NHS facing overcharge bill12th February 2008
The health service could face claims and payouts of £180m, after it overcharged patients receiving nursing care.
Those NHS patients who were treated in "continuing care" from 1996 to 2004 have been allowed reviews if they thought they had been charged too much.
These reviews have meant the health service has faced 13,000 claims and 2,000 pay-outs, at a cost of £180m.
Before a legal battle in the 1990s, health authority care charges for continuing NHS treatment had previously been means-tested. A rule change meant health authorities were informed they should allocate funding to care "where the primary need was health, rather than just personal care".
This rule change faced different interpretation by authorities across England.

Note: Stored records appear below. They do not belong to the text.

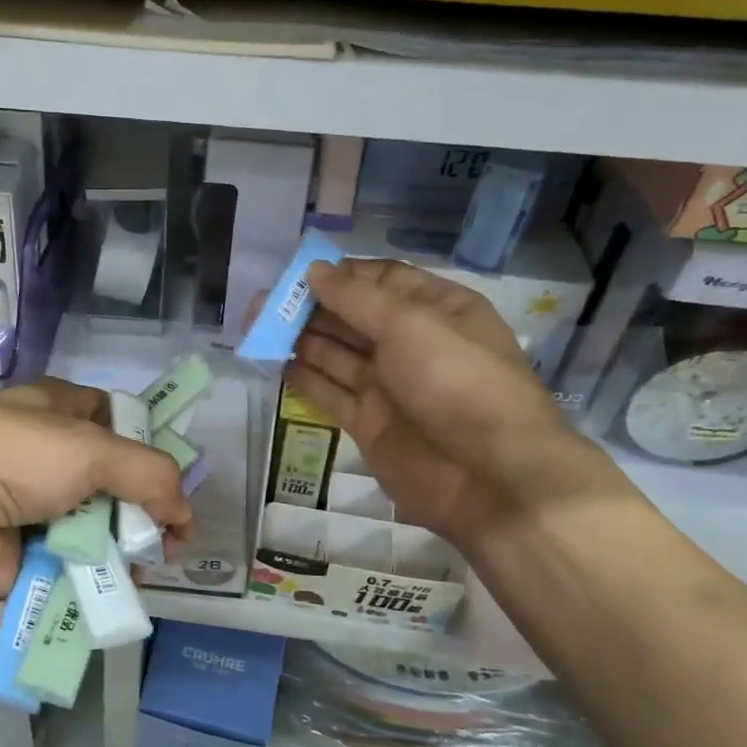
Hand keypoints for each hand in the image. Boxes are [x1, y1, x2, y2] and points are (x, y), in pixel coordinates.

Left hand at [0, 378, 192, 603]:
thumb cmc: (16, 459)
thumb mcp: (93, 449)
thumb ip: (152, 474)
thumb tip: (185, 514)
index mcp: (58, 409)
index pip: (116, 418)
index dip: (149, 444)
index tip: (174, 479)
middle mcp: (50, 452)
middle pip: (117, 477)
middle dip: (148, 506)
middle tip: (172, 536)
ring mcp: (41, 503)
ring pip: (103, 521)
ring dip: (129, 543)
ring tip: (148, 562)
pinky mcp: (34, 549)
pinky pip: (82, 558)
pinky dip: (104, 569)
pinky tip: (123, 580)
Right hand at [287, 259, 618, 548]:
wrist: (489, 477)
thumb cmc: (458, 382)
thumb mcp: (411, 324)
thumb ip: (356, 298)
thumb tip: (314, 270)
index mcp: (437, 310)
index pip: (381, 280)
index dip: (340, 275)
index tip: (295, 273)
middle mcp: (412, 343)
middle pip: (353, 316)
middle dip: (310, 307)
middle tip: (262, 303)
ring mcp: (389, 385)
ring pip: (336, 354)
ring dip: (300, 339)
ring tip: (257, 328)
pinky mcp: (369, 422)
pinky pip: (330, 392)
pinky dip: (304, 378)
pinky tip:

The Health Ombudsman said in 2003 that many people had not been charged correctly and the government then allowed patients to make claims.
12,000 of the 13,300 cases have been subject to a review. All 13,000 claims are anticipated to have been reviewed by March 2008.
Around 40,000 people are the current recipients of continuing care packages. However, expert sources have estimated that approximately 100,000 people should be eligible.
Mervyn Kohler, of Help the Aged, said: "The whole issue of continuing care has been a terrible mess." He said that it was good that people were getting their money back.
"But it doesn't hide the fact that there are still many inconsistencies in practices," he added.
A Department of Health spokesman said the review had "brought about much greater understanding and improved process within the NHS."